Published online by Cambridge University Press: 16 April 2025
The symphonic poem Fatše La Heso (My Country) is Moerane's only extant orchestral work. As an orchestral composition by a black South African that makes extensive use of traditional music, it remains unique. The preconditions for the work to exist are unusual and it stands in quite sharp contrast to the orchestral work produced, for example, by African Americans William Grant Still, William Levi Dawson and Florence Price. The 1930s and 1940s in the United States were ‘a time of rebirth in the Black literary arts known as “The Harlem Renaissance”’, when ‘Black artists of all mediums – writers, poets, painters, and musicians – were encouraged by black leaders to draw upon their own African cultural heritage and events of recent black history […] for inspiration in their own respective artistic media.’ Many black South African writers and artists were inspired by the Harlem Renaissance to reconcile modernity with the preservation of black cultural traditions, and it is highly likely that Moerane was too, when he set about reconciling orchestral writing with traditional music from Lesotho.
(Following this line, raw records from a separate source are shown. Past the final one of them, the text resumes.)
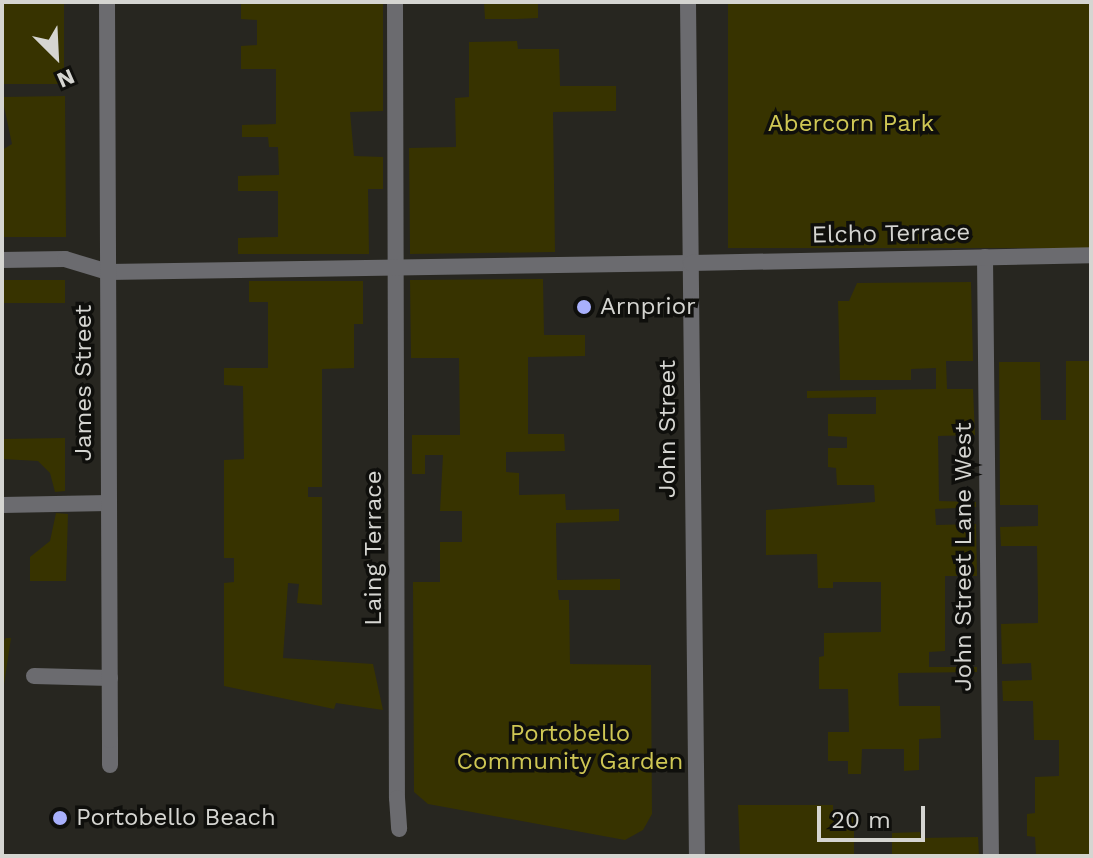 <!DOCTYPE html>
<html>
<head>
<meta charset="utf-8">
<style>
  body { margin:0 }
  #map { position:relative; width:1093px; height:858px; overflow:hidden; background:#272620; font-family:"Work Sans",sans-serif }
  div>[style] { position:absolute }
  .green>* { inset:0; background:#373300; transform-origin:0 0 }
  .service>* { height:16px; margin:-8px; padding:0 8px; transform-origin:8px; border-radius:8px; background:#6b6b6f }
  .pedestrian>* { height:16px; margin:-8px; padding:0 8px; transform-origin:8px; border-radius:8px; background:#6b6b6f }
  .minor>* { height:16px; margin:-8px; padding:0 8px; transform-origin:8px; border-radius:8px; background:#6b6b6f }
  .dots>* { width:22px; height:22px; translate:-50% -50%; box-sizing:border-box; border:4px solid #0f0f0c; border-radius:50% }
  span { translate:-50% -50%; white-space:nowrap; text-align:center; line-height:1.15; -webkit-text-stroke:7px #0f0f0c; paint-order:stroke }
  .park-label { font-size:24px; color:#cfc754 }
  .street-label { font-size:24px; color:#d5d5d1 }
  .poi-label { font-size:24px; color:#d5d5d1 }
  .left { translate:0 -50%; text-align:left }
  .frame { position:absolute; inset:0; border:4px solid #d5d5d1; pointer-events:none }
  .north { position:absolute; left:16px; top:16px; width:80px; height:80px; -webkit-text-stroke:6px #0f0f0c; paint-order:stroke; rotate:156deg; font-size:22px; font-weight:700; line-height:32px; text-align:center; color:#d5d5d1 }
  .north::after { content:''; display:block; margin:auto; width:28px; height:36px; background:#d5d5d1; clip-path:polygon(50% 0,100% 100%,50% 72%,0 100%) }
  .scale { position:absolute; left:817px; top:806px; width:108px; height:36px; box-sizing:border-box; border:4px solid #d5d5d1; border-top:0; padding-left:10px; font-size:24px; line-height:28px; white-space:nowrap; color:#d5d5d1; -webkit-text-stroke:6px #0f0f0c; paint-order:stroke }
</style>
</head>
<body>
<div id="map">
  <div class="green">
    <div style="left:2px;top:2px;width:62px;height:82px"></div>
    <div style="clip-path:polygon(241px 2px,383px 2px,383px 111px,350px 112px,354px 156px,383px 157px,383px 189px,368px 189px,369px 254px,238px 254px,238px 238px,278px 237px,278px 191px,238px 191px,238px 176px,279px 175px,278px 147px,269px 147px,268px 137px,242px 137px,242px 125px,276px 124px,276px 69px,241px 69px,241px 46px,257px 45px,257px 20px,241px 19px)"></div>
    <div style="clip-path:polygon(484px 2px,615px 2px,538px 3px,538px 18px,517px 19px,485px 19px)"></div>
    <div style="left:728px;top:2px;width:363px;height:246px"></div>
    <div style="clip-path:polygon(517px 41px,518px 49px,559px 49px,560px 86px,616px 86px,616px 111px,553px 112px,555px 252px,410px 254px,409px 148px,456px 147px,455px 98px,469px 97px,469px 42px)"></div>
    <div style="clip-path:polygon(65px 96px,66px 237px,2px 237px,2px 150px,12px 144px,2px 97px)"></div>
    <div style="clip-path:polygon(543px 279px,544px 335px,585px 335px,585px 356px,528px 357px,528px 434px,564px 434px,565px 451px,506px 452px,506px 472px,519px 473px,519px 495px,565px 494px,566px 510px,619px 509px,619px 521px,556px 523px,557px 580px,620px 579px,620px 590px,558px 590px,559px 600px,569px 600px,570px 664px,651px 665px,652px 814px,643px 830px,625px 840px,428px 804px,414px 792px,413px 582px,440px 582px,440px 542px,462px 542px,462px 511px,440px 511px,443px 455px,425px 455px,425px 474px,412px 474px,412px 435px,460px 435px,459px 358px,411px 358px,410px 280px)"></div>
    <div style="left:65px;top:280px;width:23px;height:63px;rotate:90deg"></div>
    <div style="clip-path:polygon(249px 281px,363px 281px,363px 324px,354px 324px,354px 368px,322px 369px,322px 487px,308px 487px,308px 497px,322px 497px,322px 605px,297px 603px,299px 584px,288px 583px,283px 658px,373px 664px,383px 710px,336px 703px,334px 709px,224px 686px,224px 583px,234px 582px,234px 558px,224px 558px,224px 460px,244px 459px,243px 386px,224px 385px,224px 368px,268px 368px,268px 302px,249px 302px)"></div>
    <div style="clip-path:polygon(971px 282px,973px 361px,946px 361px,947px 389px,973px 389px,975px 435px,938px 436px,939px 501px,976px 502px,976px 507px,935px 509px,936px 525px,976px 524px,977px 576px,945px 576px,945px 651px,929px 652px,929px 667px,977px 667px,977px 672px,898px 673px,899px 706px,940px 706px,941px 738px,919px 739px,919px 770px,904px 771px,904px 749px,862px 749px,861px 774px,848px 774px,848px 761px,828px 761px,828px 732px,849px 732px,848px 689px,819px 689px,819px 657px,824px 656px,824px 633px,881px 632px,881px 582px,833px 582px,833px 588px,818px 588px,817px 554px,766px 555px,766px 510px,875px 502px,874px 485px,837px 485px,836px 468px,828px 467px,828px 448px,847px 448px,847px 437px,828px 436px,828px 414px,876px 414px,876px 397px,807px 398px,807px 391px,936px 389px,936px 368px,911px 369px,911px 380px,840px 380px,838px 301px,849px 301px,857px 283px)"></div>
    <div style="clip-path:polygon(1066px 361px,1091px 361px,1091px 856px,1025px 856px,1036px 855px,1035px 837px,1027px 836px,1027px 814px,1035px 813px,1035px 777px,1059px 776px,1059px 740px,1034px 740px,1033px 701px,1003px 701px,1002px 681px,1032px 680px,1031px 663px,1002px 664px,1001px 624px,1038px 623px,1038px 601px,1037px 546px,1001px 546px,1000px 527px,1038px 526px,1038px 505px,1000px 505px,999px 362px,1040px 362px,1041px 420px,1066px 420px)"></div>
    <div style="clip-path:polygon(65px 438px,65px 491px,55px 492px,50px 473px,38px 461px,2px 459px,2px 439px)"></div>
    <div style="clip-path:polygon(56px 513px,68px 514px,66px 581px,30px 581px,30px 557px,50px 541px)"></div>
    <div style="clip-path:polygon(6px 638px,11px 638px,2px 698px,2px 643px)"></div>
    <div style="clip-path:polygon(738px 805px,833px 805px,833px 813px,854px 813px,854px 856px,740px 856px)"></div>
    <div style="clip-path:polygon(920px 832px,921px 838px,978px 837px,979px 856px,892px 856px,892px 833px)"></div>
  </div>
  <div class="service">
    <div style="left:395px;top:2px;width:796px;rotate:89.86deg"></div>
    <div style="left:985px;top:257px;width:599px;rotate:89.43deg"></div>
    <div style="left:2px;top:260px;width:63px;rotate:-0.9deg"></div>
    <div style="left:65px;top:259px;width:45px;rotate:16.8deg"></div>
    <div style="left:108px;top:272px;width:583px;rotate:-0.88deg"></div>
    <div style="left:2px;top:505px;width:107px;rotate:-1.1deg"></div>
    <div style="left:34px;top:676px;width:76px;rotate:1.5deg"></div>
  </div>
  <div class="pedestrian">
    <div style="left:110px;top:740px;width:25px;rotate:90deg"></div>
    <div style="left:397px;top:798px;width:31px;rotate:86deg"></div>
  </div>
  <div class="minor">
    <div style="left:107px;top:2px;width:738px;rotate:89.77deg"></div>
    <div style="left:688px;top:2px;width:854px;rotate:89.4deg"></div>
    <div style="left:691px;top:263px;width:400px;rotate:-1.1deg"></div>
  </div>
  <div class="dots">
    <div style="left:584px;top:307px;background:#a8b0fc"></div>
    <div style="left:60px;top:818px;background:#a8b0fc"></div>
  </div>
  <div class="park-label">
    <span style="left:851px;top:124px">Abercorn Park</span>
    <span style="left:570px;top:748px">Portobello<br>Community Garden</span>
  </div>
  <div class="street-label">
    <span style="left:891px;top:234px;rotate:-1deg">Elcho Terrace</span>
    <span style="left:84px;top:383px;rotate:-90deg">James Street</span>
    <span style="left:668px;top:429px;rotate:-90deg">John Street</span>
    <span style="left:374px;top:548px;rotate:-90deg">Laing Terrace</span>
    <span style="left:964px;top:557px;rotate:-90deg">John Street Lane West</span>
  </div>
  <div class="poi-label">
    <span class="left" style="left:600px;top:307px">Arnprior</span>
    <span class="left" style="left:76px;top:818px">Portobello Beach</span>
  </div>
  <div class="frame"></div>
  <div class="north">N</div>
  <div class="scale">20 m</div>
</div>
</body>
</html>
The inspiration behind his symphonic poem was not only the Harlem Renaissance; there were many factors at play in the genesis of the work, including musical influences. A number of African-American and African composers admired Dvořák (1841–1904): not only had he helped to shape the genre of the symphonic poem as an expression of nineteenth-century nationalism, but through his promotion of ‘the wealth of American material found in the melodies and harmonies’ of spirituals, he had inspired Grant Still, Price, Levi Dawson and others to incorporate styles such as the spiritual into their classical compositions. Dvořák had lived for a while in the United States and worked closely with the famous black collector of folk songs and spirituals, Harry T Burleigh (Henry Thacker Burleigh), some of whose arrangements Moerane knew (see Chapter 7). Notwithstanding the racialised world in which African-American composers in the 1930s and 1940s operated, it was still possible for them to study at university and to contemplate symphonic writing. For Moerane, it was almost unthinkable, given the ‘parallel streams’ of music production and reception in South Africa described in earlier chapters.